Q1. In a competitive market, the gains to society are maximized under which of the conditions described below by marginal benefit, marginal cost, producer surplus, and consumer surplus, respectively?

A)   $1.50; $1.50; $45; $30.

B)   $2.50; $2.50; $35; $35.

C)   $1.00; $1.00; $15; $15.

Q2. Producer surplus is most accurately defined as the:

A)   sum of the differences between the price received for each unit of good produced and the opportunity cost of each unit.

B)   difference between the opportunity cost of producing the last unit of a good or service and the price received for that unit.

C)   sum of the differences between the marginal benefit and the marginal cost for each unit of good produced and consumed over the total number of units produced and consumed.

Q3. The minimum supply price, the lowest price at which a producer is willing to supply an additional unit of a good, is:

A)   the price at which producer surplus is maximized.

B)   less than the marginal revenue for the additional unit.

C)   the marginal cost of producing the additional unit.

答案和详解如下:

Q1. In a competitive market, the gains to society are maximized under which of the conditions described below by marginal benefit, marginal cost, producer surplus, and consumer surplus, respectively?

A)   $1.50; $1.50; $45; $30.

B)   $2.50; $2.50; $35; $35.

C)   $1.00; $1.00; $15; $15.

Correct answer is A)

In a competitive market, the efficient equilibrium quantity produced is the quantity where marginal benefit equals marginal cost and the sum of consumer and producer surplus is maximized.

Q2. Producer surplus is most accurately defined as the:

A)   sum of the differences between the price received for each unit of good produced and the opportunity cost of each unit.

B)   difference between the opportunity cost of producing the last unit of a good or service and the price received for that unit.

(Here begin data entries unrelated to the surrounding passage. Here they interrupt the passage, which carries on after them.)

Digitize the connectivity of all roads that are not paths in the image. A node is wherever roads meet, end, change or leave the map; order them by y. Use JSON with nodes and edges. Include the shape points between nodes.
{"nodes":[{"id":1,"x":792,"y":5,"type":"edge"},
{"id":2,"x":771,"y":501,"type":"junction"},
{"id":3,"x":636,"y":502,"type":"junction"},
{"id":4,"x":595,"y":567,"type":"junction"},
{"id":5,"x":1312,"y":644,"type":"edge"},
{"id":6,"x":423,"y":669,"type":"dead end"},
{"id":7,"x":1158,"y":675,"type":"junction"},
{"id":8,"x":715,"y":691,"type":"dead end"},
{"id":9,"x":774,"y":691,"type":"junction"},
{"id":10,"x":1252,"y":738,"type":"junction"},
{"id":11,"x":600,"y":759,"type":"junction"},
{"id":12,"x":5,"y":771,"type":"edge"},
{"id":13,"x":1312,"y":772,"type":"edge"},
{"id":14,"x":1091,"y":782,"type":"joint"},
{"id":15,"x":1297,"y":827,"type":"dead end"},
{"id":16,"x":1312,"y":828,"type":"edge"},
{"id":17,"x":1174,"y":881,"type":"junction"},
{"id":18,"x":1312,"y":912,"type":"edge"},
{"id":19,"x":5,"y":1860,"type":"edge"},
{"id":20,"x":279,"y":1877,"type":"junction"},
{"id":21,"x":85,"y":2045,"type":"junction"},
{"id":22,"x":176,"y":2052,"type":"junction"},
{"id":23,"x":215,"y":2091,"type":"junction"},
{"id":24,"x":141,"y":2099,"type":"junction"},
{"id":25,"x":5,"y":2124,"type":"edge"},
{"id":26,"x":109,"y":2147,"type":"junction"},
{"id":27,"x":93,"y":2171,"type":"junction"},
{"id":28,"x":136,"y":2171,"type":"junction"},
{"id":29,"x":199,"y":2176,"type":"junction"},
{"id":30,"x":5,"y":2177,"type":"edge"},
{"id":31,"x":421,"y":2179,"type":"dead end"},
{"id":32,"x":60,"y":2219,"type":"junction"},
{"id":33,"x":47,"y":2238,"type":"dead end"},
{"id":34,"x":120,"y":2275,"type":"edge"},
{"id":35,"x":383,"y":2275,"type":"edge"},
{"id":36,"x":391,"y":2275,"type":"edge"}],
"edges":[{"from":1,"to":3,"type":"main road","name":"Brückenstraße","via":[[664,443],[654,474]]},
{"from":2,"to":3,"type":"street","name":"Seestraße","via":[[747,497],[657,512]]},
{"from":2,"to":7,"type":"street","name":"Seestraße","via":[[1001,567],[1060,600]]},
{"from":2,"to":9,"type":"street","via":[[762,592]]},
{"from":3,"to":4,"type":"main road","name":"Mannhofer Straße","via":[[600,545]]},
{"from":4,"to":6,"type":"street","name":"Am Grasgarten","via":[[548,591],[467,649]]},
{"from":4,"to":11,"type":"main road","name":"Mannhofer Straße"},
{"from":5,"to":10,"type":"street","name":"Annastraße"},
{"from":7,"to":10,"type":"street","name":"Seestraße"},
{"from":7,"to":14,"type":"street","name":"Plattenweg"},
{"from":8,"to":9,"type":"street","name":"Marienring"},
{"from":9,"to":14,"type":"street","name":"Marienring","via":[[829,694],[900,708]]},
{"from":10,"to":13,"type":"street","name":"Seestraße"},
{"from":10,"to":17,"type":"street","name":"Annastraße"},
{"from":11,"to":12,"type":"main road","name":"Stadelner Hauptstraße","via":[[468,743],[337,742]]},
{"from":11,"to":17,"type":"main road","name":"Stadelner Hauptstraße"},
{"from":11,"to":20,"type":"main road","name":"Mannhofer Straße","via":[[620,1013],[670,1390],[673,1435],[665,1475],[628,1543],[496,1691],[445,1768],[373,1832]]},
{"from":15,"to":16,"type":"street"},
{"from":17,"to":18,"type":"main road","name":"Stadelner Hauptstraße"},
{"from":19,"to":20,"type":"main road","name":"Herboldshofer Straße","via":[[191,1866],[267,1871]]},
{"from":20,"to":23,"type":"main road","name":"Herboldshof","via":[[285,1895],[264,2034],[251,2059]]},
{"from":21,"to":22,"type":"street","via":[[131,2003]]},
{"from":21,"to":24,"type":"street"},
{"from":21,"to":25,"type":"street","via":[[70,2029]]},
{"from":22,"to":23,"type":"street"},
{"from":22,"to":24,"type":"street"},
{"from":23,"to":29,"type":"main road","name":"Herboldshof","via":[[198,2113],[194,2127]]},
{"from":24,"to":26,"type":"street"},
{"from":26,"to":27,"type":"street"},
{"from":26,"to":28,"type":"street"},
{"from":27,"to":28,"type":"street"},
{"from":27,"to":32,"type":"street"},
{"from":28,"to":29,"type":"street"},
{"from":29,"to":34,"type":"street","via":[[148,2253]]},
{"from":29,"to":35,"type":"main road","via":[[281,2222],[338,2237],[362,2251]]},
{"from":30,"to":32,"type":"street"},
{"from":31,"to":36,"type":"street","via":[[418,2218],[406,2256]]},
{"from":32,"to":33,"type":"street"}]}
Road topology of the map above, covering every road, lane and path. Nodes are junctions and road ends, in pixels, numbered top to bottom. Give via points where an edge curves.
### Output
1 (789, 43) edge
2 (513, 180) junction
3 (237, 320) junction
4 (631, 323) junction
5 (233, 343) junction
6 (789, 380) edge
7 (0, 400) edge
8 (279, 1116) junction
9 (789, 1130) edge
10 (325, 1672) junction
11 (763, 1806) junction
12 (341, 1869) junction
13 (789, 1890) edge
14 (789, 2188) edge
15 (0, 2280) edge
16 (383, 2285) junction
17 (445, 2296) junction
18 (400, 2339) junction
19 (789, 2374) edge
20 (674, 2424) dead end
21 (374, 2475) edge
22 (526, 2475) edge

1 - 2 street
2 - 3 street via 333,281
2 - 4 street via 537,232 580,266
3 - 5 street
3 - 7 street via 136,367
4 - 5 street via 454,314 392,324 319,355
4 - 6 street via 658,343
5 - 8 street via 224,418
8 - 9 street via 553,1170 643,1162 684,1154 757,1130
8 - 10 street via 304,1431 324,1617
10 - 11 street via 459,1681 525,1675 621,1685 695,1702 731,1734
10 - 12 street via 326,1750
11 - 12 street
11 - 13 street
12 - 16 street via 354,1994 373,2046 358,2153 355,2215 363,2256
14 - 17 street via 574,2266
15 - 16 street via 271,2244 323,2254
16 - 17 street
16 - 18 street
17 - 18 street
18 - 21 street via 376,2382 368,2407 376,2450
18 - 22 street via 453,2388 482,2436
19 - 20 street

C)   sum of the differences between the marginal benefit and the marginal cost for each unit of good produced and consumed over the total number of units produced and consumed.

Correct answer is A)

Producer surplus is the sum of the differences between the price received for each unit of good produced and the opportunity cost of each unit, for the total units produced. Producer surplus results when the market price for a good or service exceeds the marginal cost producing it.

Q3. The minimum supply price, the lowest price at which a producer is willing to supply an additional unit of a good, is:

A)   the price at which producer surplus is maximized.

B)   less than the marginal revenue for the additional unit.

C)   the marginal cost of producing the additional unit.

Correct answer is C)

The minimum supply price that producers must receive if they are to produce an additional unit of output is the opportunity cost of producing that unit, i.e., the marginal cost. The marginal cost curve is the short-run supply curve for the good.